Alice Elizabeth Drummond (née Ruyter; May 21, 1928 - November 30, 2016) was an American actress. A veteran Off-Broadway performer, she was nominated in 1970 for the Tony Award for Best Featured Actress in a Play for her performance as Mrs. Lee in The Chinese by Murray Schisgal. She may be best known as Alice, the librarian, in the opening scenes of the 1984 horror-comedy Ghostbusters.

==Early life==
Alice Elizabeth Ruyter was born in Pawtucket, Rhode Island in 1928, the daughter of Sarah Irene (née Alker), a secretary, and Arthur Ruyter, an auto mechanic. She graduated from Pembroke College (the women's college of Brown University) in 1950.

==Career==
Drummond played Nurse Jackson on the TV series Dark Shadows in 1967 and was a regular on the CBS soap opera, Where the Heart Is, on which she originated the role of Loretta Jardin, which she played until the series ended in 1973. She also appeared in a short-term role on another CBS soap opera, As the World Turns. She appeared in guest roles on television series including Kate & Allie, Law & Order, Boston Legal and Yes, Dear.

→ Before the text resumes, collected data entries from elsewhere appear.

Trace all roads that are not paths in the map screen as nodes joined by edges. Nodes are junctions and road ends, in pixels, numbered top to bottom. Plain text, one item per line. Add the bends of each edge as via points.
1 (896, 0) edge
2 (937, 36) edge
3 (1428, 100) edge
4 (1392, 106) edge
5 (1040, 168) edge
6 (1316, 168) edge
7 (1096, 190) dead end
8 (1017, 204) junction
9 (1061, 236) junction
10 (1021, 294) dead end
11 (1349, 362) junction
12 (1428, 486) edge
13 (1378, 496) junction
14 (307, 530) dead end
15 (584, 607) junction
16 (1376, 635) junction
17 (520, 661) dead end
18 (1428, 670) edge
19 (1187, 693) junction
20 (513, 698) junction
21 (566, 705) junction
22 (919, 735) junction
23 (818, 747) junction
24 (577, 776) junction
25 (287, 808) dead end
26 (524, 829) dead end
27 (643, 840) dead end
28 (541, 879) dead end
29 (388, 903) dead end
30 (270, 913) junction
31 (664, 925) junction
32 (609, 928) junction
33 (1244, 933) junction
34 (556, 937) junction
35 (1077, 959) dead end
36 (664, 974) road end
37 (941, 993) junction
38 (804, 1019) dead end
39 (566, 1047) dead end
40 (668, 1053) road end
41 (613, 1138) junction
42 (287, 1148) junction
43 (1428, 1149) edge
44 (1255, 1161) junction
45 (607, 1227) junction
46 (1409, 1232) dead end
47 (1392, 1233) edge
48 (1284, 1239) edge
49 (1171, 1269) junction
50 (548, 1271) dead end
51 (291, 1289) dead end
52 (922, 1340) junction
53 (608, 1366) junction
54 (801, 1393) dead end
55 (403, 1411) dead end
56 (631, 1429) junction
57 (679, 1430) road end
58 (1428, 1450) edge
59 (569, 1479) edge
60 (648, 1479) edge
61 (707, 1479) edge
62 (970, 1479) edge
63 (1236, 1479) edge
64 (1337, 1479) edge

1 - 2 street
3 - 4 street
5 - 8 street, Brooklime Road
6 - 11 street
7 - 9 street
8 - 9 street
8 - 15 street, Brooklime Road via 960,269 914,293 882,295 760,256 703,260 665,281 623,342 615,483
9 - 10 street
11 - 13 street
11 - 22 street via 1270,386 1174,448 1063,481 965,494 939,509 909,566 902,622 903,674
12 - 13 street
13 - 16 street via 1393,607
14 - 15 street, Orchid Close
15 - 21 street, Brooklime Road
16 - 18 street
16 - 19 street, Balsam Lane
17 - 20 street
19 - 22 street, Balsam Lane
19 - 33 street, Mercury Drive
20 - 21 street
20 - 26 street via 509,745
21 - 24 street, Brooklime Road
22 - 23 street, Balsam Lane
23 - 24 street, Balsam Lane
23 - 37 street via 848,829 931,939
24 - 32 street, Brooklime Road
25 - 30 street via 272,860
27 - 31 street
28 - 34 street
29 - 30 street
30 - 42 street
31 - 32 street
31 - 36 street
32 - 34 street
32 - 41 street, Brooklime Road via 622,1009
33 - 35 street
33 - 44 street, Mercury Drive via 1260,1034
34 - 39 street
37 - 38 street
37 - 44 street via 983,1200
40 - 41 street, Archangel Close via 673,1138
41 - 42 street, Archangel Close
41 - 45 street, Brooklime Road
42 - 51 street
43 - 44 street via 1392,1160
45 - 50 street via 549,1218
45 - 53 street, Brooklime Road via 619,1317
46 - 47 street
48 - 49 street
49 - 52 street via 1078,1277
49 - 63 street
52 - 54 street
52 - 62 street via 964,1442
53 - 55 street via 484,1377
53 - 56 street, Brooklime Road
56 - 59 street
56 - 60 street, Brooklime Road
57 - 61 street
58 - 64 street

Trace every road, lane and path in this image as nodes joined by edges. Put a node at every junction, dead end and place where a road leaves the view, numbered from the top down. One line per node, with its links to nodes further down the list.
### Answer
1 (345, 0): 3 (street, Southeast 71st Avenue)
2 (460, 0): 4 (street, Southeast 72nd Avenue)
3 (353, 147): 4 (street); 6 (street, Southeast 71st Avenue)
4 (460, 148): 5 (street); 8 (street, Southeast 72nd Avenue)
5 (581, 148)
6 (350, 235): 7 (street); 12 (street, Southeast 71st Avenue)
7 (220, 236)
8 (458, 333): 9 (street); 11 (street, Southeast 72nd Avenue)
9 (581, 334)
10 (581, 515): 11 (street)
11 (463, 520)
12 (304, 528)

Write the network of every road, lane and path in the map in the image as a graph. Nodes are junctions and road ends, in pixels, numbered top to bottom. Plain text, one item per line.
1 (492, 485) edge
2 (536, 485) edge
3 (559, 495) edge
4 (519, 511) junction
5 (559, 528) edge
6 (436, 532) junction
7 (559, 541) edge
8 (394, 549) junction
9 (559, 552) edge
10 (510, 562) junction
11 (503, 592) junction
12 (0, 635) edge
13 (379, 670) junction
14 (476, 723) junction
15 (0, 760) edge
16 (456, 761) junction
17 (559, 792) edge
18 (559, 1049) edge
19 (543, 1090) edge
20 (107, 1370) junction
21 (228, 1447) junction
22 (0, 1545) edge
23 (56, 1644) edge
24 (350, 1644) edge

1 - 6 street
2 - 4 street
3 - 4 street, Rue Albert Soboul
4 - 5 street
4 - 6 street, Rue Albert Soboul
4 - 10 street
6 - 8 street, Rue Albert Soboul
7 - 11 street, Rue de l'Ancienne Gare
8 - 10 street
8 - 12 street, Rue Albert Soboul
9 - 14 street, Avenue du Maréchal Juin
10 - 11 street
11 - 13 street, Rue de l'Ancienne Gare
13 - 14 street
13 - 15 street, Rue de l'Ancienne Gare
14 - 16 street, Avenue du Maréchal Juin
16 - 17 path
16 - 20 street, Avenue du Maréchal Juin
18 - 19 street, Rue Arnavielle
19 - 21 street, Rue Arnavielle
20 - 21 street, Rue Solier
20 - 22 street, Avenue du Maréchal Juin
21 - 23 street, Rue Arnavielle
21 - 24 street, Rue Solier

One of Drummond's notable movie roles is a librarian haunted and frightened by a poltergeist at the beginning of the feature film Ghostbusters. She portrayed a catatonic patient named Lucy in 1990's Awakenings. She also played a senior citizen in the movie Furry Vengeance. Other notable appearances include Ace Ventura: Pet Detective, To Wong Foo, Thanks for Everything, Julie Newmar and Pieces of April.

==Personal life and death==
Alice Ruyter married Paul Drummond in 1951. They resided in Manhattan, New York City, New York. They separated in 1975 and divorced in 1976.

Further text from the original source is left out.